Adrenocortical hyperplasia
Amenorrhea precedes characteristic cushingoid signs, such as truncal obesity, moon face, buffalo hump, bruises, purple striae, hypertension, renal calculi, psychiatric disturbances, and widened pulse pressure. Acne, thinning scalp hair, and hirsutism also typically appear.
Adrenocortical hypofunction
Besides amenorrhea, adrenocortical hypofunction may cause fatigue, irritability, weight loss, increased pigmentation (including bluish black discoloration of the areolas and mucous membranes of the lips, mouth, rectum, and vagina), nausea, vomiting, and orthostatic hypotension.

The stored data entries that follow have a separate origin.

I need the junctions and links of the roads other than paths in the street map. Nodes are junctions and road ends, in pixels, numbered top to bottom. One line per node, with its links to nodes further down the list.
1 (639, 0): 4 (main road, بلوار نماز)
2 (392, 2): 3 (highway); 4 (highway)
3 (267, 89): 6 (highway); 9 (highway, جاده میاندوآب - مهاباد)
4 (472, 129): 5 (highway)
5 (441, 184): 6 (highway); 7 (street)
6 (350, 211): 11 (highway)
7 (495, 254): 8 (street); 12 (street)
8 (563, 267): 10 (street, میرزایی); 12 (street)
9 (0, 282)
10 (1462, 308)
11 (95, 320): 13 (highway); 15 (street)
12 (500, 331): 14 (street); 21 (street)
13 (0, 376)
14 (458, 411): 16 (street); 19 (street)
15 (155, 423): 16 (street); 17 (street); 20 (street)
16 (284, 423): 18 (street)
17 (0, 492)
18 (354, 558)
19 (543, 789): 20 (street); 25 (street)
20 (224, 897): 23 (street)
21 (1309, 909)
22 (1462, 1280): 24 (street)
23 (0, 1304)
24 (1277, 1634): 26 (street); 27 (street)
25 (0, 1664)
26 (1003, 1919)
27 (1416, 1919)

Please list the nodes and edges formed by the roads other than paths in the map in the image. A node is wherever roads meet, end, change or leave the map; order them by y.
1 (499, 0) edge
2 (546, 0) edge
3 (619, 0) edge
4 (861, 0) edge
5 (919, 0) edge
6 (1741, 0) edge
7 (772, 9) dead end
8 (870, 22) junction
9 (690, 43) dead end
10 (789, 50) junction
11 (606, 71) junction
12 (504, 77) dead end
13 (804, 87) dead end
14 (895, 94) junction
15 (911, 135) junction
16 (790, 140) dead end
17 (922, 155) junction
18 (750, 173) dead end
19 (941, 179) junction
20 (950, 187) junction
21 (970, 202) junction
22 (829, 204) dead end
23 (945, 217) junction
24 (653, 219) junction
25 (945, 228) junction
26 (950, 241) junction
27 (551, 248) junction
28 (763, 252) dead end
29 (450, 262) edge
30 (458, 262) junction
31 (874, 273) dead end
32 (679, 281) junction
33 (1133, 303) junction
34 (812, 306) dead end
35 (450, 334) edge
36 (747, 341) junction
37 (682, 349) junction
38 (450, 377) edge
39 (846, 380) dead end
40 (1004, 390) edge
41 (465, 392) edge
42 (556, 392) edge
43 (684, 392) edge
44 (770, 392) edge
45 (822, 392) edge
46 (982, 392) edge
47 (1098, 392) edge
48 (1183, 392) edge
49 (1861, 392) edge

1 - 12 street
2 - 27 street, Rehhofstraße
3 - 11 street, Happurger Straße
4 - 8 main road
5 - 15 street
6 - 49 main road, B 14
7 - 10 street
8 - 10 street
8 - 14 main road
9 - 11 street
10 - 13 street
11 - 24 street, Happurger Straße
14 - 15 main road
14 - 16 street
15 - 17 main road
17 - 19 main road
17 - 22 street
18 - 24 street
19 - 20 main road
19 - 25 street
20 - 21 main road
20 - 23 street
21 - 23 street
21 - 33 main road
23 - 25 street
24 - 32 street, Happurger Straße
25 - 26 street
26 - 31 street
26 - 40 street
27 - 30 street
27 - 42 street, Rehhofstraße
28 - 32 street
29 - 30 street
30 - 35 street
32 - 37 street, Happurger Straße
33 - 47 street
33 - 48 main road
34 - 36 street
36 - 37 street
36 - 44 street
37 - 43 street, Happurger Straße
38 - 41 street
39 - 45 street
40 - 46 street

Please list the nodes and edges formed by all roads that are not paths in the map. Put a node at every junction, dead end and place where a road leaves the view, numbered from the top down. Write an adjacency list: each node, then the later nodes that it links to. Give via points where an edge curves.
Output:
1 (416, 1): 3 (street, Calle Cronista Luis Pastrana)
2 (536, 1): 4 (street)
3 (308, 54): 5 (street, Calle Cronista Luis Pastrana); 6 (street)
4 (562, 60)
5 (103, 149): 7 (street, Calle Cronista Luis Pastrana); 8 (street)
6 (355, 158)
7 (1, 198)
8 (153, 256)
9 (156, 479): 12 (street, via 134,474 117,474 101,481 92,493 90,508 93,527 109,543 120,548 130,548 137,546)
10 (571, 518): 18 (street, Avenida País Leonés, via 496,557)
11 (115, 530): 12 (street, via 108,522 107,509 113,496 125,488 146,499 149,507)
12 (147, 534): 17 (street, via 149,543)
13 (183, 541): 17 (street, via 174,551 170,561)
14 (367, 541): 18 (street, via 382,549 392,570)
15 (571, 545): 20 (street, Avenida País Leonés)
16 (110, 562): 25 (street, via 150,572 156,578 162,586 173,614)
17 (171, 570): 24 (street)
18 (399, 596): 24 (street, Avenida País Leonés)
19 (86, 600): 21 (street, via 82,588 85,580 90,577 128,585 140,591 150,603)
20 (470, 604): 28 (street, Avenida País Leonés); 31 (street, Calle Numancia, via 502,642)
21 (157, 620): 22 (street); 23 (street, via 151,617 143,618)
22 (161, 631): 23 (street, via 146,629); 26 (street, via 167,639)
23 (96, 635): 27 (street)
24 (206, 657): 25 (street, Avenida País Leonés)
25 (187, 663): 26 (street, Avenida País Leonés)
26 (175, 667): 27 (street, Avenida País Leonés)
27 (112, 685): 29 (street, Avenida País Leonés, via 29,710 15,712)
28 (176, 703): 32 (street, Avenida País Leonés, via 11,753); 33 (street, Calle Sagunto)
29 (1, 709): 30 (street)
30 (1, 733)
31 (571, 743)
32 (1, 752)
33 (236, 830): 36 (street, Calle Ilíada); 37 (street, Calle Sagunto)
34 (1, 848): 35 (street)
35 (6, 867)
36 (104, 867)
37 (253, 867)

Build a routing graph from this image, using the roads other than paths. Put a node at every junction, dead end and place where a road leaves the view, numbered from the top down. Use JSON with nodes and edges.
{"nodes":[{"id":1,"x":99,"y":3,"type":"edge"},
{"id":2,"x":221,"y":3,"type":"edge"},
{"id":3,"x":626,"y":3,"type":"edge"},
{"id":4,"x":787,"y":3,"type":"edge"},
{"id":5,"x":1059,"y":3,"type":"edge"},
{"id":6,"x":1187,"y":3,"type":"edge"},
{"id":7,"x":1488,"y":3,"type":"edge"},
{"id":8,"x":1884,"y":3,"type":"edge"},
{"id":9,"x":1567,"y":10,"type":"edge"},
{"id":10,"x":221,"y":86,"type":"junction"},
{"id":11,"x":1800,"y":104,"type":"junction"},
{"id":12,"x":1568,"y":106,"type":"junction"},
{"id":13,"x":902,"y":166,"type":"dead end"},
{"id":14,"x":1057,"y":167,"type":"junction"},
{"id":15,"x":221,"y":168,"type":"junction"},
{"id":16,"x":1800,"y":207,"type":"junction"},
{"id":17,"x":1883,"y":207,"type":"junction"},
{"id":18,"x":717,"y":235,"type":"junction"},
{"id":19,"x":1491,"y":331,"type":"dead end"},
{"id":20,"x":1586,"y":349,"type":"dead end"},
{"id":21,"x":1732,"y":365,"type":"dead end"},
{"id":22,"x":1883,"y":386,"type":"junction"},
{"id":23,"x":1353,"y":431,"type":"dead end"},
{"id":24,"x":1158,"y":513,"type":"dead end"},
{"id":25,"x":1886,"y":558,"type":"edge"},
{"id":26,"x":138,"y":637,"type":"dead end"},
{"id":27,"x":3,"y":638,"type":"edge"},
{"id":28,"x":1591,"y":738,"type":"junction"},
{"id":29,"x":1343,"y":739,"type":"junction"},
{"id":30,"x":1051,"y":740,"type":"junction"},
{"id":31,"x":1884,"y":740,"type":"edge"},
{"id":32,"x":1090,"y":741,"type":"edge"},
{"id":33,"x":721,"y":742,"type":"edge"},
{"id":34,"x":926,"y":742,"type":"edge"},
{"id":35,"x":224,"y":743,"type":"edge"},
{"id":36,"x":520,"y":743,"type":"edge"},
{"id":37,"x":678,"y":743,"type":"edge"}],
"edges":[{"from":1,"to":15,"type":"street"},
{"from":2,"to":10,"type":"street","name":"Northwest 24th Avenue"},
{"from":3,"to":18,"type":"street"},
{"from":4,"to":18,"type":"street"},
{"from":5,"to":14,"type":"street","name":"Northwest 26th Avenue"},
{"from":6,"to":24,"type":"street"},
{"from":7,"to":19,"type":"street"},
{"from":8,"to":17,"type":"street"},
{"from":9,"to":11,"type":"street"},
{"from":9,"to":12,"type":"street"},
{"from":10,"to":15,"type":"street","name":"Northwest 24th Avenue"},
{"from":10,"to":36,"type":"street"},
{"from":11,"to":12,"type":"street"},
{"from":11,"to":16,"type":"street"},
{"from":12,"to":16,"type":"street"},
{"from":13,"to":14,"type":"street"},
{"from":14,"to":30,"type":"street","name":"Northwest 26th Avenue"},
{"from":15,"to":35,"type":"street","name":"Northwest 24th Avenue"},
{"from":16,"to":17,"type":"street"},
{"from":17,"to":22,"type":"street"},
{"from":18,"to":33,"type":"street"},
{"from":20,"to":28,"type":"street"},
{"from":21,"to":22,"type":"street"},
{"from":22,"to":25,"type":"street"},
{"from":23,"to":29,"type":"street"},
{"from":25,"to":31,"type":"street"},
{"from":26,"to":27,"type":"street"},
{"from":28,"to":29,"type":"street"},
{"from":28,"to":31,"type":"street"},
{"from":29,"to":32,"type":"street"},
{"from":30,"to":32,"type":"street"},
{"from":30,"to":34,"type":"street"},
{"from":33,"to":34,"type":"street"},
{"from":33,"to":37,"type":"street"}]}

Amenorrhea-lactation disorders
Amenorrhea-lactation disorders, such as Forbes-Albright and Chiari-Frommel syndromes, produce secondary amenorrhea accompanied by lactation in the absence of breast-feeding. Associated features include hot flashes, dyspareunia, vaginal atrophy, and large, engorged breasts.
Anorexia nervosa
Anorexia nervosa is a psychological disorder that can cause either primary or secondary amenorrhea. Related findings include significant weight loss, a thin or emaciated appearance, compulsive behavior patterns, blotchy or sallow complexion, constipation, reduced libido, decreased pleasure in once-enjoyable activities, dry skin, loss of scalp hair, lanugo on the face and arms, skeletal muscle atrophy, and sleep disturbances.
Congenital absence of the ovaries
Congenital absence of the ovaries results in primary amenorrhea and absence of secondary sex characteristics.
Congenital absence of the uterus
Primary amenorrhea occurs with congenital absence of the uterus. The patient also may fail to develop breasts.
Corpus luteum cysts
Corpus luteum cysts may cause sudden amenorrhea as well as acute abdominal pain and breast swelling. Examination may reveal a tender adnexal mass and vaginal and cervical hyperemia.
Hypothalamic tumor
In addition to amenorrhea, a hypothalamic tumor can cause endocrine and visual field defects, gonadal underdevelopment or dysfunction, and short stature.
Hypothyroidism
Deficient thyroid hormone levels can cause primary or secondary amenorrhea. Typically vague, early findings include fatigue, forgetfulness, cold intolerance, unexplained weight gain, and constipation. Subsequent signs include bradycardia; decreased mental acuity; dry, flaky, inelastic skin; puffy face, hands, and feet; hoarseness; periorbital edema; ptosis; dry, sparse hair; and thick, brittle nails. Other common findings include anorexia, abdominal distention, decreased libido, ataxia, intention tremor, nystagmus, and delayed reflex relaxation time, especially in the Achilles tendon.
Mosaicism
Mosaicism is a genetic disorder that results in primary amenorrhea and absence of secondary sex characteristics.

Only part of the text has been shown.